Records from a dataset
-----
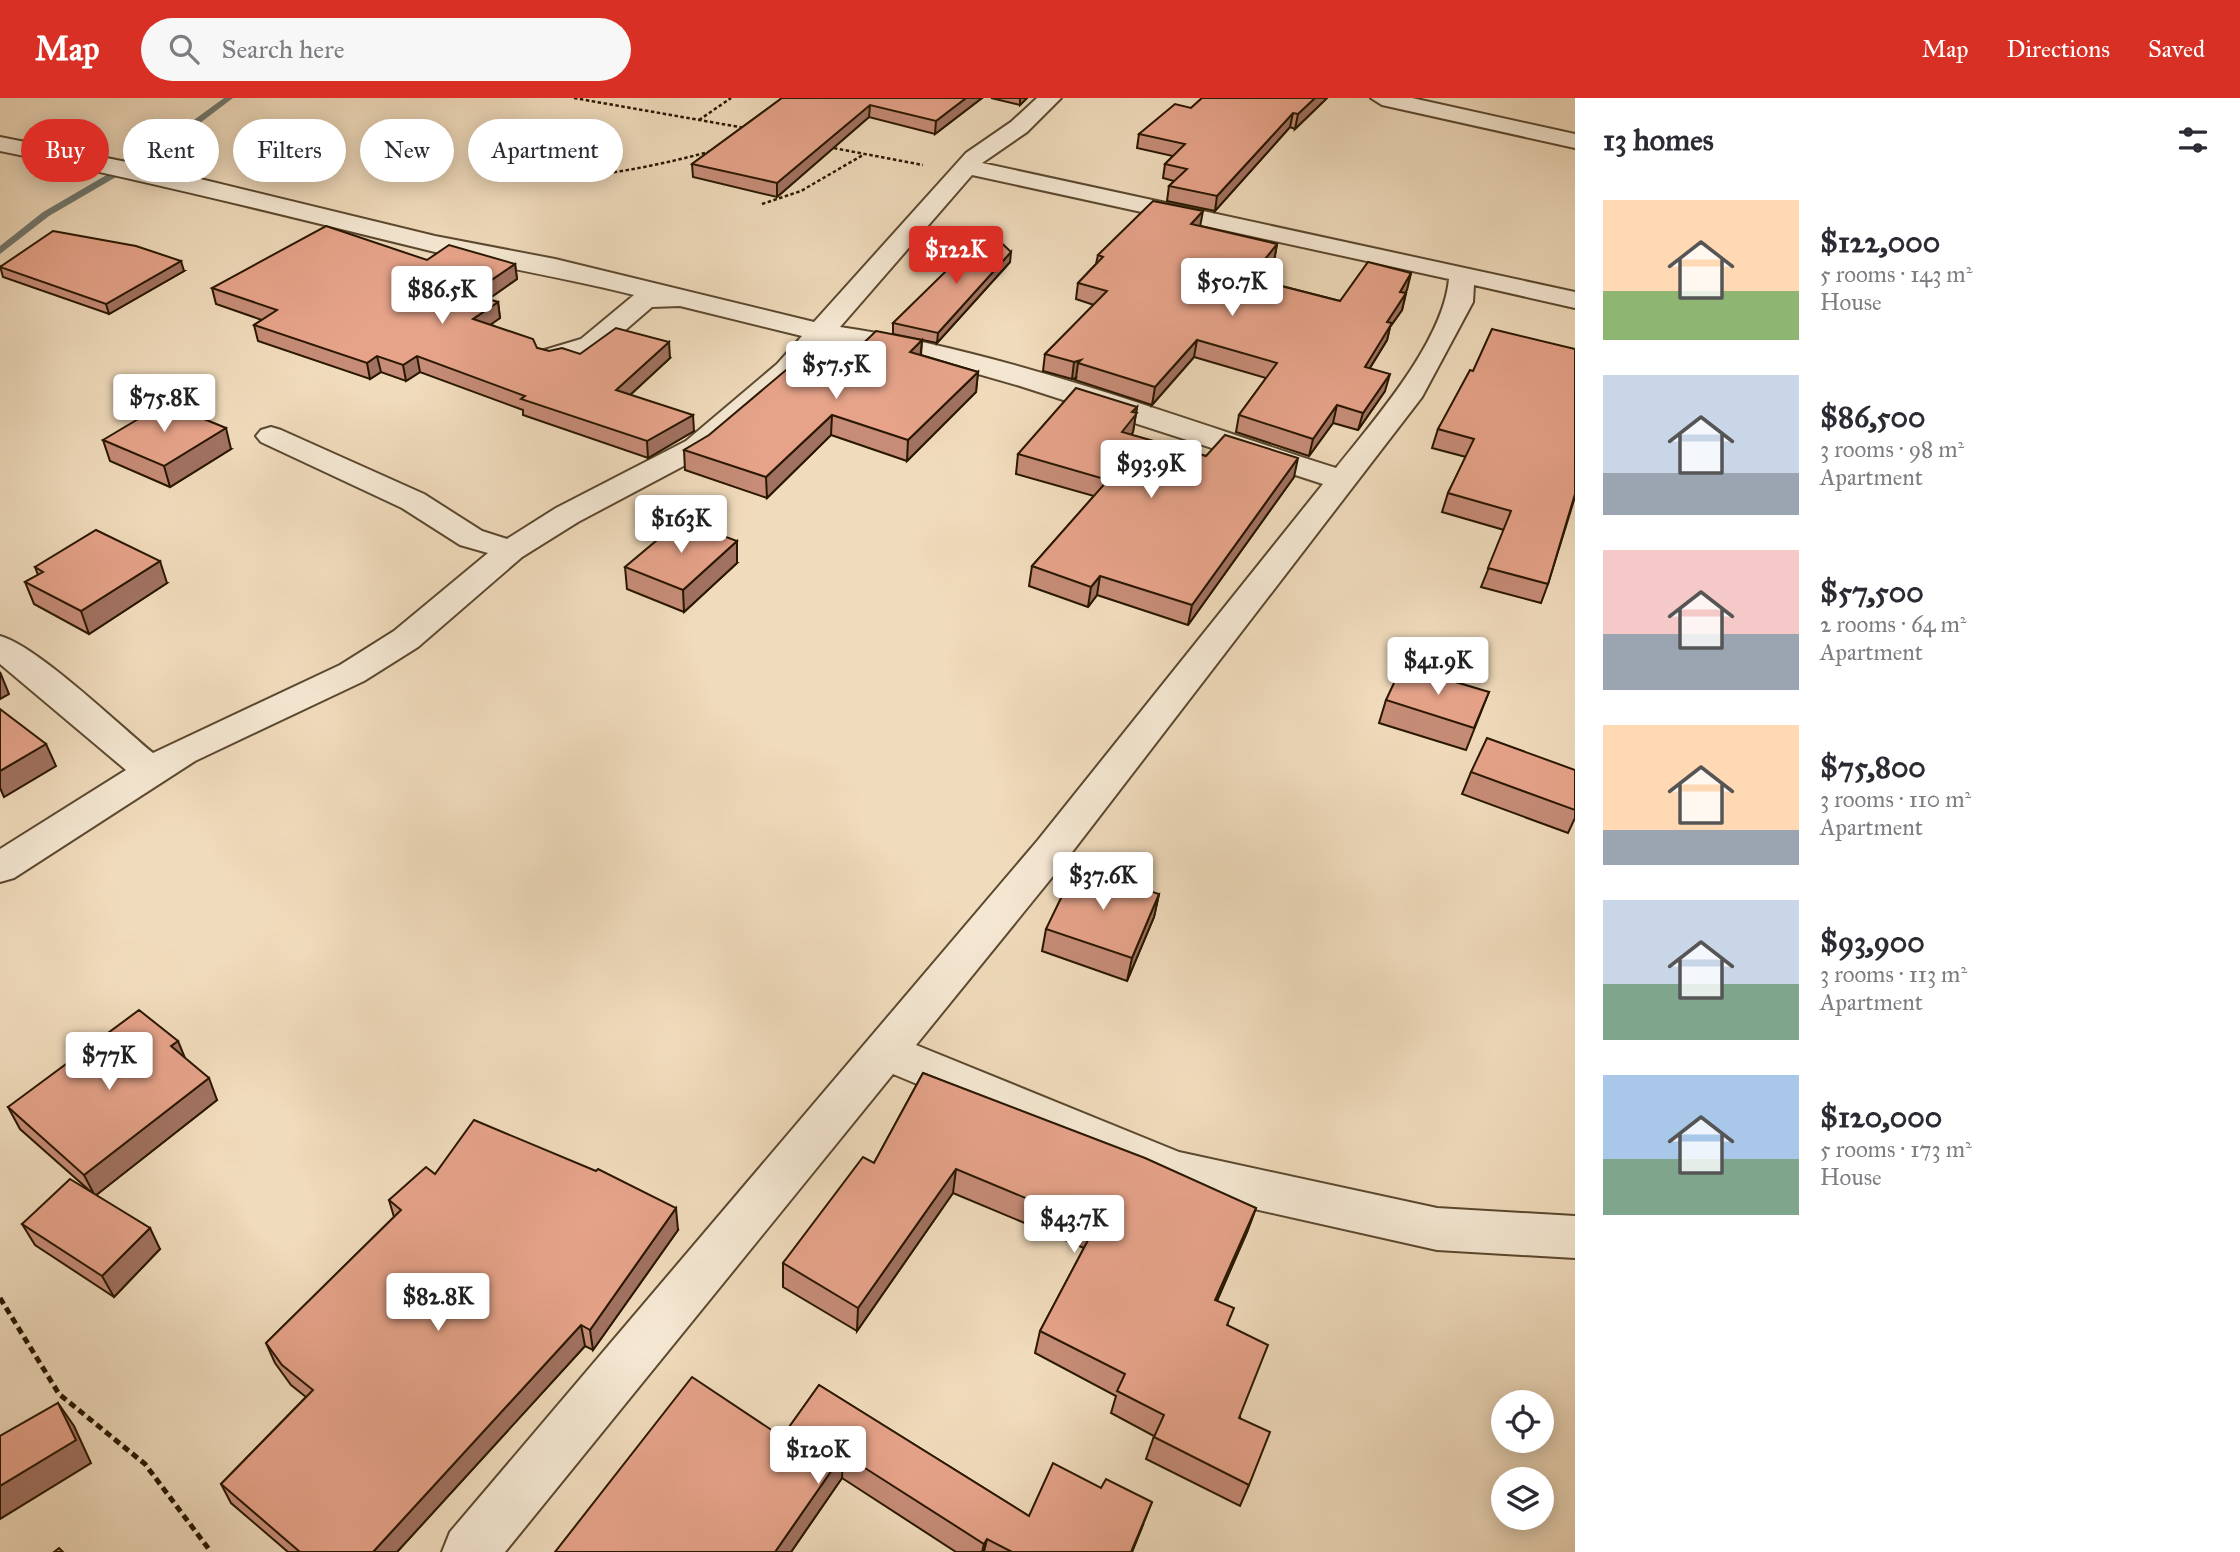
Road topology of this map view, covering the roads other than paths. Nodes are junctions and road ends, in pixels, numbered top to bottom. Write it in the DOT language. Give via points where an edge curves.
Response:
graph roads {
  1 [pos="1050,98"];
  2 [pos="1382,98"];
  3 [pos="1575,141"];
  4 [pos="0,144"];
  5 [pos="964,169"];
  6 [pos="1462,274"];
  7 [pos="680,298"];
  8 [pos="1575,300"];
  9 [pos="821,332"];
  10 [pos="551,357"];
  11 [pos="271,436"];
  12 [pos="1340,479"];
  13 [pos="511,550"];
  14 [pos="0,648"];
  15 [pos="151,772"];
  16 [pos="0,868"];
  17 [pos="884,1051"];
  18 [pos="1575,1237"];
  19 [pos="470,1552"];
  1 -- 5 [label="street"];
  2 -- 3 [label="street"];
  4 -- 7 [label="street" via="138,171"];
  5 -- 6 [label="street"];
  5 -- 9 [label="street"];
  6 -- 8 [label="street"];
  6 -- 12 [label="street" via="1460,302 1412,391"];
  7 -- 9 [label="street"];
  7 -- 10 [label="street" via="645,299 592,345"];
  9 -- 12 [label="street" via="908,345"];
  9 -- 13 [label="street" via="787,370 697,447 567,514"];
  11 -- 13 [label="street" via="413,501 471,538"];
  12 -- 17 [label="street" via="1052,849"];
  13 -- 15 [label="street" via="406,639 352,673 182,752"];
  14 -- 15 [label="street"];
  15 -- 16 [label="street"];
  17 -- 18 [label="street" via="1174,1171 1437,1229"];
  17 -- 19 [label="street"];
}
-----
WHAT NEEDS TO BE DONE: Each record is to be copied word for word, with no images carried over.

ANSWER FOR THE TASK:
Road topology of this map view, covering the roads other than paths. Nodes are junctions and road ends, in pixels, numbered top to bottom. Write it in the DOT language. Give via points where an edge curves.
Response:
graph roads {
  1 [pos="1050,98"];
  2 [pos="1382,98"];
  3 [pos="1575,141"];
  4 [pos="0,144"];
  5 [pos="964,169"];
  6 [pos="1462,274"];
  7 [pos="680,298"];
  8 [pos="1575,300"];
  9 [pos="821,332"];
  10 [pos="551,357"];
  11 [pos="271,436"];
  12 [pos="1340,479"];
  13 [pos="511,550"];
  14 [pos="0,648"];
  15 [pos="151,772"];
  16 [pos="0,868"];
  17 [pos="884,1051"];
  18 [pos="1575,1237"];
  19 [pos="470,1552"];
  1 -- 5 [label="street"];
  2 -- 3 [label="street"];
  4 -- 7 [label="street" via="138,171"];
  5 -- 6 [label="street"];
  5 -- 9 [label="street"];
  6 -- 8 [label="street"];
  6 -- 12 [label="street" via="1460,302 1412,391"];
  7 -- 9 [label="street"];
  7 -- 10 [label="street" via="645,299 592,345"];
  9 -- 12 [label="street" via="908,345"];
  9 -- 13 [label="street" via="787,370 697,447 567,514"];
  11 -- 13 [label="street" via="413,501 471,538"];
  12 -- 17 [label="street" via="1052,849"];
  13 -- 15 [label="street" via="406,639 352,673 182,752"];
  14 -- 15 [label="street"];
  15 -- 16 [label="street"];
  17 -- 18 [label="street" via="1174,1171 1437,1229"];
  17 -- 19 [label="street"];
}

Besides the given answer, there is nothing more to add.